Newsweek Gets Press, and Controversy, With Bitcoin Story

 Newsweek Gets Press, and Controversy, With Bitcoin Story

The PR Verdict: “C” (Distinctly OK) for Newsweek.

Venerable news journal Newsweek returned to the stands on Friday after a 14-month absence. Clearly a big cover story was needed, and they had one: the identity of the founder of Bitcoin, the digital currency with mysterious origins. Apparently, there’s still some mystery – and a lot of controversy over the article.

Newsweek reporter Leah McGrath Goodman said she had proof that Dorian Satoshi Nakamoto was the founder of Bitcoin. Nakamoto, described by the New York Times as “a reclusive train collector,” then gave a two-hour interview to AP denying Newsweek‘s claims. At the heart of the debate is a brief conversation that took place outside Nakamoto’s home; Goodman’s interpretation of his response to questions about Bitcoin was that he was the founder. Nakamoto says he misunderstood her questions.

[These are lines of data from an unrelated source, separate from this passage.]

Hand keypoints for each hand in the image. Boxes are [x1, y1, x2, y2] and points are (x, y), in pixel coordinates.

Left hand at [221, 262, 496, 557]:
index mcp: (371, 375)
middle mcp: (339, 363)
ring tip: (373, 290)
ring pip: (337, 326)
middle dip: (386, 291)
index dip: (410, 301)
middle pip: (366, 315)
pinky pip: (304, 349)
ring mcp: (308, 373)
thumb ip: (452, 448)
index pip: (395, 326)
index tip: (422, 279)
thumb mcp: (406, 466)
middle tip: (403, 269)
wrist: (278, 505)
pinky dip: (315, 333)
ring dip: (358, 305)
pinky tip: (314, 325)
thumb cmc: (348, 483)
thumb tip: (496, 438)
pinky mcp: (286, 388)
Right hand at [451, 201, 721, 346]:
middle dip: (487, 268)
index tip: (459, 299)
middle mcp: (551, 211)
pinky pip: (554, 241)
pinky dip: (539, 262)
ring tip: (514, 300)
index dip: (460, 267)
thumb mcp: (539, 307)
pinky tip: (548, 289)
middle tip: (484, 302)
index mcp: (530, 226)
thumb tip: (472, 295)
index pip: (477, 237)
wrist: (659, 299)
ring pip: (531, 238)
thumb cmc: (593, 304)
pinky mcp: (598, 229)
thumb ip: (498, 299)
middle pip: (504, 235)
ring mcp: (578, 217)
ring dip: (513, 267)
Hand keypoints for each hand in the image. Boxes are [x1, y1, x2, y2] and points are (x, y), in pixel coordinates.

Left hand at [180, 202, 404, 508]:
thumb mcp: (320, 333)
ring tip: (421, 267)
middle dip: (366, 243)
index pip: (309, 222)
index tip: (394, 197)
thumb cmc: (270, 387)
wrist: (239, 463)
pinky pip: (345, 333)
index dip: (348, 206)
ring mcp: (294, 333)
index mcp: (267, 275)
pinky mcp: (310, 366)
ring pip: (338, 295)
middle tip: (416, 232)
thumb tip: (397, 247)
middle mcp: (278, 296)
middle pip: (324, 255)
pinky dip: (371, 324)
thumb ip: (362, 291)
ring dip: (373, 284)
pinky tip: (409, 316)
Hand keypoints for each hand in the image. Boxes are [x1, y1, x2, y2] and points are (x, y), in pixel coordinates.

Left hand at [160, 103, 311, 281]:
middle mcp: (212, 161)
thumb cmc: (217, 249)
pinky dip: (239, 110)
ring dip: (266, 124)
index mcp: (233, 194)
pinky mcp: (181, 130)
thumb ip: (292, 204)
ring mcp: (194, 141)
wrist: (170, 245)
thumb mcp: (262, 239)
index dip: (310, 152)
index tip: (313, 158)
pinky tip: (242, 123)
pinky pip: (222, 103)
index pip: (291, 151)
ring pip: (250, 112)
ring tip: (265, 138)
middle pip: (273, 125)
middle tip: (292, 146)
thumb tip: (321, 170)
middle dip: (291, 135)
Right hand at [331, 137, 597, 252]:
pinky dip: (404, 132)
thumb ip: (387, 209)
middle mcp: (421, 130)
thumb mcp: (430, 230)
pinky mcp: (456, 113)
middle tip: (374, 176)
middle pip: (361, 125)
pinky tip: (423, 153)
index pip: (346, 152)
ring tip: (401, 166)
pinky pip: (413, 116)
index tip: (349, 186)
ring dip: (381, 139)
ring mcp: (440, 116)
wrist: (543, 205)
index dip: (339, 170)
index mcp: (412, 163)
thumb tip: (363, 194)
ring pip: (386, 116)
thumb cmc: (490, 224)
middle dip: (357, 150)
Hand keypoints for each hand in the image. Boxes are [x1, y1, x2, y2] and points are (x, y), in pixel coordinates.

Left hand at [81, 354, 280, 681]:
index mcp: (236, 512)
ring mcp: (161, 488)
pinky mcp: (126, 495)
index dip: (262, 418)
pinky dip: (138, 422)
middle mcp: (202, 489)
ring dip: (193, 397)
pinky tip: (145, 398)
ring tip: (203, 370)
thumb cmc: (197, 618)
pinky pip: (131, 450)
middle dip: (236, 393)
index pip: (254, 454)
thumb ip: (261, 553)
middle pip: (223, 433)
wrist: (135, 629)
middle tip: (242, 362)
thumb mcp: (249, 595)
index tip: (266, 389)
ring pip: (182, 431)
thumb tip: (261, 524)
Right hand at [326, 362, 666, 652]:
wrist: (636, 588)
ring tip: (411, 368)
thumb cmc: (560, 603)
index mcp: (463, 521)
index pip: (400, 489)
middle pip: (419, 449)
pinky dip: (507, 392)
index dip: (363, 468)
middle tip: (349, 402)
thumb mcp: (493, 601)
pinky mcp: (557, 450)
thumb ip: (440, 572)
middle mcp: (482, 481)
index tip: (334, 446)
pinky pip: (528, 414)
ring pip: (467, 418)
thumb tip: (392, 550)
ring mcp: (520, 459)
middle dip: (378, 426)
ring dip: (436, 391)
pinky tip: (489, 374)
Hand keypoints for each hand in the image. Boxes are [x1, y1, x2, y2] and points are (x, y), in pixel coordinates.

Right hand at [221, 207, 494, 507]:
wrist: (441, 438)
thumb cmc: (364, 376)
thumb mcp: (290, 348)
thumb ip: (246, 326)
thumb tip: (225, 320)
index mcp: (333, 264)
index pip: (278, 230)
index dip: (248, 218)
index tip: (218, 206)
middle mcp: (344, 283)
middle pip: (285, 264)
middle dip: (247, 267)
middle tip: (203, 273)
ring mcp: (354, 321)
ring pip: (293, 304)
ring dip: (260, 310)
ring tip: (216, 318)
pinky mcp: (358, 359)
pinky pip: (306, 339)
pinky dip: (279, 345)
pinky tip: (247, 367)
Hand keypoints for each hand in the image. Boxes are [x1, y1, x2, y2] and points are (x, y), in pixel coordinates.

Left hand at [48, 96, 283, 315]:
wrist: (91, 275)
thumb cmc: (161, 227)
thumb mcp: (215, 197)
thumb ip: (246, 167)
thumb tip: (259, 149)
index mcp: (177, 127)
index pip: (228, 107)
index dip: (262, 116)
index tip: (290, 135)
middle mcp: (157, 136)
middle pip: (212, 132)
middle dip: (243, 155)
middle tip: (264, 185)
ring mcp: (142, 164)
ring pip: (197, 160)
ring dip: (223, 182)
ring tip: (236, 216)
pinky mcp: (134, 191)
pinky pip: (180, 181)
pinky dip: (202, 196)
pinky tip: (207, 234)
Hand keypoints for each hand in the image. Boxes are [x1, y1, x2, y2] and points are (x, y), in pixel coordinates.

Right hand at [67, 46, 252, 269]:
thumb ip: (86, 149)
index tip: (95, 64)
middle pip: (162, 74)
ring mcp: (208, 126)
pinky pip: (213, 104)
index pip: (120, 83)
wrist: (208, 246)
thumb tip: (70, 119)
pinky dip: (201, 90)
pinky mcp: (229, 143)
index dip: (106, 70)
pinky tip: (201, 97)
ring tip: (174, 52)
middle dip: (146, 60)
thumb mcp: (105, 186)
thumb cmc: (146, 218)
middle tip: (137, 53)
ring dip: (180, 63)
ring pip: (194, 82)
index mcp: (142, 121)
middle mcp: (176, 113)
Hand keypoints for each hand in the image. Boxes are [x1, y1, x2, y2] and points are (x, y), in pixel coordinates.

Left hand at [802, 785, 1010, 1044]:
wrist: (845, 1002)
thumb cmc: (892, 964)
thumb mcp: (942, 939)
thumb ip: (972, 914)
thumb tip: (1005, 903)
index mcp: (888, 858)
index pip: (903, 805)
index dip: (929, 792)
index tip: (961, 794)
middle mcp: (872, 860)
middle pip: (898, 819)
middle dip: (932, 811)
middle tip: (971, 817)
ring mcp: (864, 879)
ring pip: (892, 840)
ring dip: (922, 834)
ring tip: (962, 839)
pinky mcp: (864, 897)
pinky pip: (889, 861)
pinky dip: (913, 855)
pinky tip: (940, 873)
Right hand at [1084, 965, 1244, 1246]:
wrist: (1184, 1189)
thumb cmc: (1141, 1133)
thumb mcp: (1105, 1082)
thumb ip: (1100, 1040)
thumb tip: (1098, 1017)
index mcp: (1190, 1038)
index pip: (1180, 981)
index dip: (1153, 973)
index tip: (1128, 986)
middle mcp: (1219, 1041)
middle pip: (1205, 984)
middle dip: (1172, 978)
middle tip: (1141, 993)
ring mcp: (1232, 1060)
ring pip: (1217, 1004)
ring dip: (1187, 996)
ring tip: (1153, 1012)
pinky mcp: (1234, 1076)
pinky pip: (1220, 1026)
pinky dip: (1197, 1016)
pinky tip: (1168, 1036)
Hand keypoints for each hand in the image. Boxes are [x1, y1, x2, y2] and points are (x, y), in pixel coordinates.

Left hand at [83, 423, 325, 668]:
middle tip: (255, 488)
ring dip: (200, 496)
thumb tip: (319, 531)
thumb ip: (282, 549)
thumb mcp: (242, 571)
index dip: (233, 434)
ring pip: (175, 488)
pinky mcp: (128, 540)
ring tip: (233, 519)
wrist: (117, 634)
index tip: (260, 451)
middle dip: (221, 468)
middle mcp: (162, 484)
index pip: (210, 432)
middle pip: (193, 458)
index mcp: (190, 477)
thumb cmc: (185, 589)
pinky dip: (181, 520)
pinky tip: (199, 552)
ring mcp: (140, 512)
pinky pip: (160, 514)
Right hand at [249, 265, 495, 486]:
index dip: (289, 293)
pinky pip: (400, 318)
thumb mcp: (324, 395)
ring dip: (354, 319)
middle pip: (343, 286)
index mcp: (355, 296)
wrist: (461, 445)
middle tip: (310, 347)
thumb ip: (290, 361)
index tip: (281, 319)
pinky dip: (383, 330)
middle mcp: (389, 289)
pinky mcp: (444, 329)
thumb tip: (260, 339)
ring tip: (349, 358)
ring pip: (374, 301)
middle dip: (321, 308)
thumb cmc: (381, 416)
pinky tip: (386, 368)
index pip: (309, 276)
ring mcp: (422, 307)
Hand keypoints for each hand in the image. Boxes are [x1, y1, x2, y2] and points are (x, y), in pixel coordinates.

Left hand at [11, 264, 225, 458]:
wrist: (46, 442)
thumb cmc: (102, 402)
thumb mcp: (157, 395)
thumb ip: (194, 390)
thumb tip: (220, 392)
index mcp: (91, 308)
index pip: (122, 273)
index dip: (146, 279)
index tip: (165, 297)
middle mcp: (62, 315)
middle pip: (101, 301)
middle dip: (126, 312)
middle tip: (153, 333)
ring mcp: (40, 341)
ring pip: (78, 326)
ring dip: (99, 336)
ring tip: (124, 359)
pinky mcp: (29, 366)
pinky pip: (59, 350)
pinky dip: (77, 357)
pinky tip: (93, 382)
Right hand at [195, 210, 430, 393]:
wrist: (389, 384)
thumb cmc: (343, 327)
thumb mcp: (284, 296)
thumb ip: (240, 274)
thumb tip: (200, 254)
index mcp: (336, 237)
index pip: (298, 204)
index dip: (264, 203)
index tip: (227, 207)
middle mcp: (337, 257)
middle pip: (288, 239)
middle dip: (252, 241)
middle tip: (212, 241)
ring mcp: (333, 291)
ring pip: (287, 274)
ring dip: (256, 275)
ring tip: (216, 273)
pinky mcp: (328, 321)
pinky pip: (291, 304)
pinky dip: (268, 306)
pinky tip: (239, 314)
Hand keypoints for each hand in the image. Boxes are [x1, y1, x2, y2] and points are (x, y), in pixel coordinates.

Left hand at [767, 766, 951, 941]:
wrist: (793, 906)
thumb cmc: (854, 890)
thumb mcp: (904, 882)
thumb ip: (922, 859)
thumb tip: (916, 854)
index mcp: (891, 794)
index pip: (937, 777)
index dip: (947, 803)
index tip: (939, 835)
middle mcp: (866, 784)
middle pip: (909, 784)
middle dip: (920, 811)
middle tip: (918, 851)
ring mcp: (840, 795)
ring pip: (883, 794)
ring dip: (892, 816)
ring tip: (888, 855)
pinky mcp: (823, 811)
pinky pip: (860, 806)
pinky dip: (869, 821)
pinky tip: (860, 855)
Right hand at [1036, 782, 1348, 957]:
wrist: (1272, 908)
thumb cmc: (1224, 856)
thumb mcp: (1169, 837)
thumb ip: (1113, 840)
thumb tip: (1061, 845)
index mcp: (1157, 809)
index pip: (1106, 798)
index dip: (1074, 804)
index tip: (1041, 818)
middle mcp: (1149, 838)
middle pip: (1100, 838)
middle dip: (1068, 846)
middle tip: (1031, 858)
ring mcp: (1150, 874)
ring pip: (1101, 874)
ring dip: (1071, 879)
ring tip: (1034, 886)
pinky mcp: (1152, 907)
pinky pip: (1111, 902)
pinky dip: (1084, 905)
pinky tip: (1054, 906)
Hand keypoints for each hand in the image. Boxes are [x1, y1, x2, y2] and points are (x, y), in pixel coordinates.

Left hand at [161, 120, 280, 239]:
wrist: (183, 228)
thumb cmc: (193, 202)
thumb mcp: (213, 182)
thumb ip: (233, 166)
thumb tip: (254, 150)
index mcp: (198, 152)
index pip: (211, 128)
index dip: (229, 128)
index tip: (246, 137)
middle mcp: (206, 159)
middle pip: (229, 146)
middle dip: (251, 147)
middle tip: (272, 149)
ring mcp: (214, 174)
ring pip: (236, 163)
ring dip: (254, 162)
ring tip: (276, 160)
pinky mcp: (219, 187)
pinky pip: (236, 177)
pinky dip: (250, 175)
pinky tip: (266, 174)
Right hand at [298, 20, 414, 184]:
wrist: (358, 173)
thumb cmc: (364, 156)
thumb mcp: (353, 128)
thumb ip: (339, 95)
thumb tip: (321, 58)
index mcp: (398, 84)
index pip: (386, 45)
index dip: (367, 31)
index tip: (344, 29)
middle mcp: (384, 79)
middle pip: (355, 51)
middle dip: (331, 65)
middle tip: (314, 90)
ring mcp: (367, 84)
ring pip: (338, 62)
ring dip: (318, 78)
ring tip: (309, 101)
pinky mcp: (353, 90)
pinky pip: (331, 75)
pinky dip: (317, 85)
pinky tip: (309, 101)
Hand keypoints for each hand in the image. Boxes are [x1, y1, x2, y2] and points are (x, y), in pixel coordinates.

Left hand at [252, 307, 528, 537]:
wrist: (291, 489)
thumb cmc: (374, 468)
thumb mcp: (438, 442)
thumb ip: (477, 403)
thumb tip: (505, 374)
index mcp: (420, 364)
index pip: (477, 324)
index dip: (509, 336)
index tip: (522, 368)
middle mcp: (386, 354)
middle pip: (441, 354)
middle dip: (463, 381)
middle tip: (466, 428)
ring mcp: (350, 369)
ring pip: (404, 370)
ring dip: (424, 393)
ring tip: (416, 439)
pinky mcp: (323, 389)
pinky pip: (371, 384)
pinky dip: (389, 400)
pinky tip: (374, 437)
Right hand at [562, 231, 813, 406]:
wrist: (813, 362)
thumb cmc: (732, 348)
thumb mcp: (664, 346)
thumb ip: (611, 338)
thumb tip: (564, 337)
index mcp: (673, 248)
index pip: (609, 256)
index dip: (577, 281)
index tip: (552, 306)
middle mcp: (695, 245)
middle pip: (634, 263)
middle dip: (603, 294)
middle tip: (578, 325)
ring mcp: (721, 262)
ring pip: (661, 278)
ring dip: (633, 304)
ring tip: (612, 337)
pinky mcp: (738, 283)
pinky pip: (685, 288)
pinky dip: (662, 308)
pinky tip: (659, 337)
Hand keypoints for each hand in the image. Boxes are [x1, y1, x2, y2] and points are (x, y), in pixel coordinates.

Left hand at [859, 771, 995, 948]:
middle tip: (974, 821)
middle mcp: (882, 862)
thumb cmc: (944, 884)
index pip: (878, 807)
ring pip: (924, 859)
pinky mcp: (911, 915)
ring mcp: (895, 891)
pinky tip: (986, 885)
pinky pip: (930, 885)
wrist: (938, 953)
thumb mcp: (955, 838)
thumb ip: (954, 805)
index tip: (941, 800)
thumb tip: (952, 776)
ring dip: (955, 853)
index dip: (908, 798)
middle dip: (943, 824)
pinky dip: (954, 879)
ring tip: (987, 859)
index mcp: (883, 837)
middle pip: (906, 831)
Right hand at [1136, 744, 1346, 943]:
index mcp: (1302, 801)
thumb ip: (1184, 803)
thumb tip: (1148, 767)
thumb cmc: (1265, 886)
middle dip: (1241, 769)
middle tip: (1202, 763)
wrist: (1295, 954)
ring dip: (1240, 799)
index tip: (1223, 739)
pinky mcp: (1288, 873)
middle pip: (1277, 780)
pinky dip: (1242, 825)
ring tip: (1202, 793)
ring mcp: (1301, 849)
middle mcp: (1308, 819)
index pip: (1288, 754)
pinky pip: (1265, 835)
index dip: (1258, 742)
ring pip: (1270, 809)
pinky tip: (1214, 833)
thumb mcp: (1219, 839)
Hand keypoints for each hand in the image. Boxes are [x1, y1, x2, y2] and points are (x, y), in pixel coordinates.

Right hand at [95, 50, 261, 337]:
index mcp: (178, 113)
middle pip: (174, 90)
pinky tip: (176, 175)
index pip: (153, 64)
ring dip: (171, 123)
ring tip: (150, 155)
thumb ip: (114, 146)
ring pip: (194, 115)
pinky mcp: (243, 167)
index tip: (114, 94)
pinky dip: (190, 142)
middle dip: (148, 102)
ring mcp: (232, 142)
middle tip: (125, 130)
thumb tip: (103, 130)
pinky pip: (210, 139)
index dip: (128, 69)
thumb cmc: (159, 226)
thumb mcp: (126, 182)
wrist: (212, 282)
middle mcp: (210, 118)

The magazine issued a statement saying they stand by the story, with well-worded acknowledgement of the online attacks toward Goodman, her reporting, even her character. Others in the media are calling into question Goodman’s proof and journalistic ethics. Given that Bitcoin has recently given investors a tumultuous ride, some speculate the Newsweek article has put Nakamoto in danger, without strong enough proof of association.

THE PR VERDICT: “C” (Distinctly OK) for Newsweek.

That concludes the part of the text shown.